Q: What's going to happen with Europe during the winter when Russia is going to have a lot of leverage because of Europe's dependency on their energy?
The only good news is that everybody already knows all the bad news. Europe is heading into massive energy and political crises. Louis mentions a quote by Benjamin Franklin: if you give up liberty for security you end up having neither. In Europe, people have been pushed into the bargain of giving up freedom on monetary, fiscal and energy policy in exchange for more prosperity down the road. In reality, they have “ended up at the gates of hell”: we've lost control of monetary policy, the inflation rate is as high as it hasn't been in generations, fiscal policy is increasingly constrained and energy policies have been "so stupidly dumb”. Now there's a risk of significant political crises.
The energy crisis in Europe is going to lead to supply chain disruptions and will be inflationary for the rest of the world, too. Just as an example: a lot of auto parts are still produced in Europe. It's also going to be a hit to global growth.

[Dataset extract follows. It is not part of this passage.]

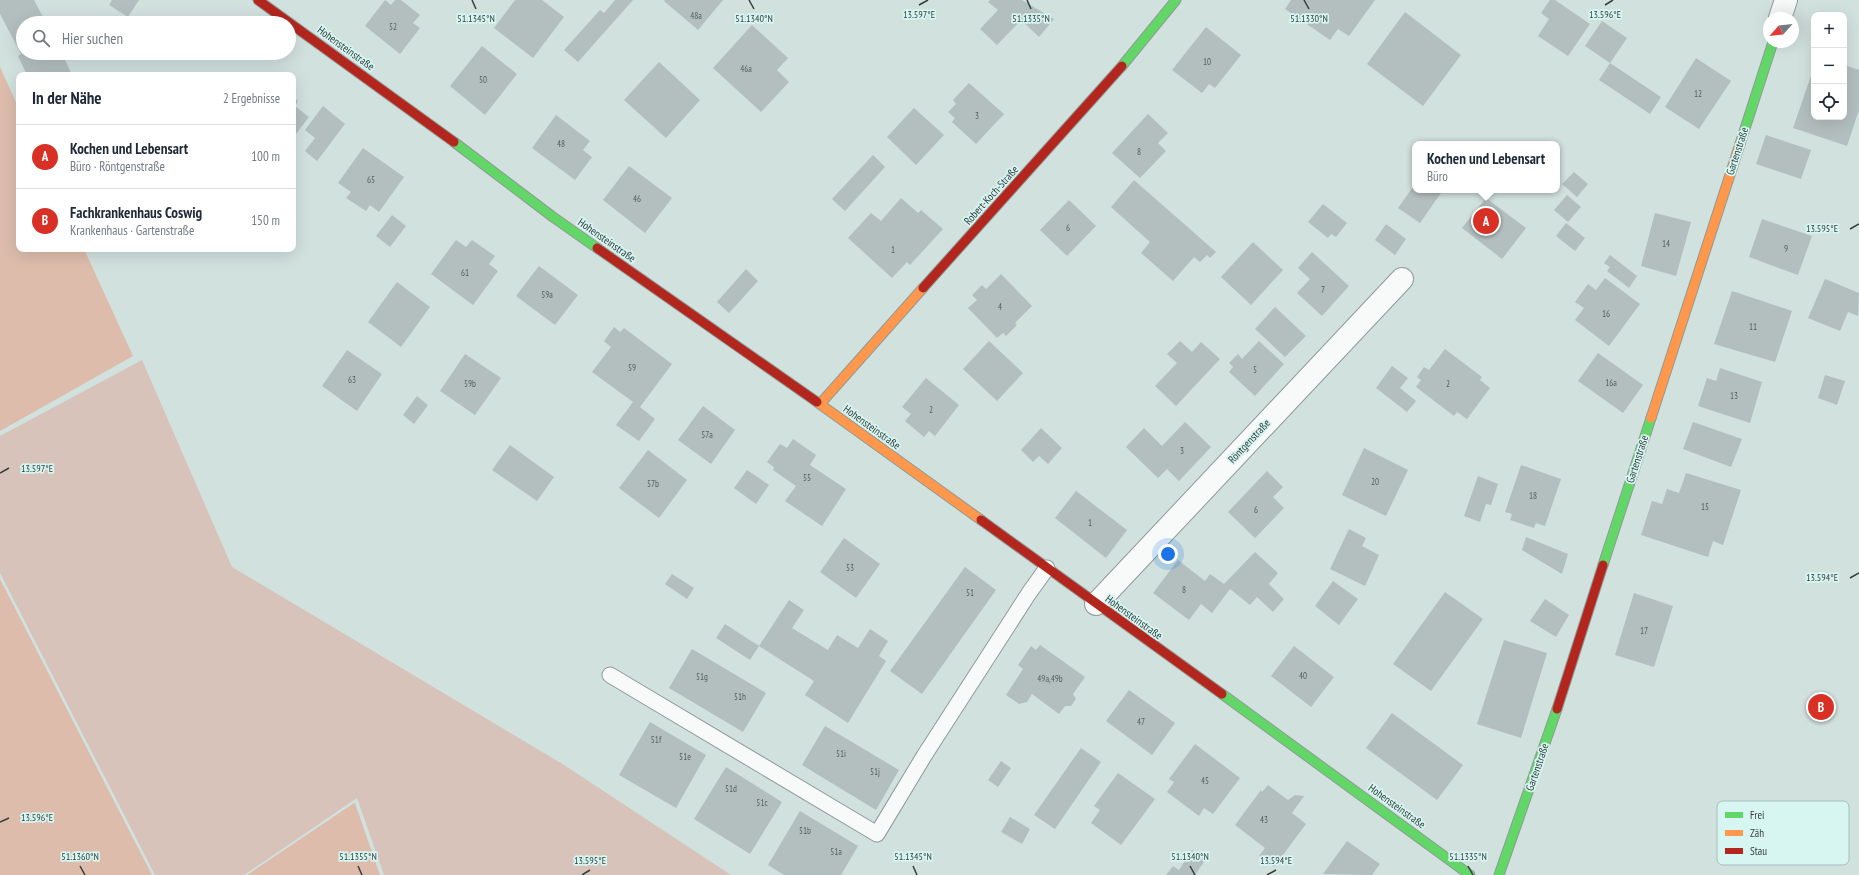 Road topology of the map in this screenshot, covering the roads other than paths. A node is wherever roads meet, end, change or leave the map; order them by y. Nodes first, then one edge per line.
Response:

Q: Can the ECB do something to mitigate the inflation situation?
The silver lining for Europe is that oil is still not too expensive. Natural gas in Europe costs about $600 of oil equivalents, electricity about $1,000. Europe can buy oil for energy, which is a bad way to produce electricity, but that's the best they can do. That's very bullish oil and very bearish Euro, because Europe has to pay in dollars.
As for what the ECB can do, Louis doesn't really know either.
Q: What are your recommendations to an investor in a world with higher baseline inflation, higher interest rates, energy constraints, etc.?
(Note: Louis is using some weird American football analogies. I have no idea how football works, so if I got something completely wrong here, please let me know in the comments.)
Building a good portfolio is like building an American football team: you need different players for different things. The big challenge is now: the defensive part of the portfolio used to be government bonds, and we've seen in the past year that this no longer works. The S&P 500 is down 20% and TLT also went down 20%. Treasuries didn't provide any protection, so bonds don't do the defensive job anymore that we want them to do. Which assets behave with a negative correlation to everything else?
The first one is energy: this makes sense in an inflationary environment, because if oil goes to $150 then the rest of your portfolio is destroyed. There are a lot of ways to play it: high-beta would be coal mines, conservative would be MLPs, oil refiners or uranium. It should be 25% of a portfolio because it behaves like no other asset.
The second one is emerging market bonds. Emerging markets usually blow up during a Fed tightening cycle, but this time is totally different: Brazilian bonds are up, Chinese bond yields have gone from 3% to 2.75%, Indonesian bonds are up. EM bonds are behaving completely counterintuitively, and that's a strong signal for Louis. He thinks big parts of the world are secretly de-dollarizing. A few weeks ago, China did a deal with BHP to price iron ore in renminbi. That's a big deal because they can now go to Rio Tinto or Valet and make them do business in renminbi too or cut them out. China has been trying to do this with Russia for years but now with western sanctions, it's going to work out: the biggest commodity exporter (Russia) and the biggest commodity importer (China) are moving their trade away from the dollar, so there's less need for US dollars. That might explain why emerging markets aren't doing badly during the current US dollar liquidity squeeze.
Q: What are the ramifications for the dollar near-term?
The dollar index is really a proxy for EUR. The only positive case for the Euro is that everyone is bearish already: it looks terrible from a technical and fundamental standpoint. So, between the USD and the EUR it's clearly the USD, but it's different versus the Yen. The JPY is undervalued, they've started to do business with Russia again, they're dealing with the energy crisis by restarting nuclear power, so Louis is bullish JPY. He's also bullish all relevant emerging market currencies like INR, ZAR, and CAD versus the dollar.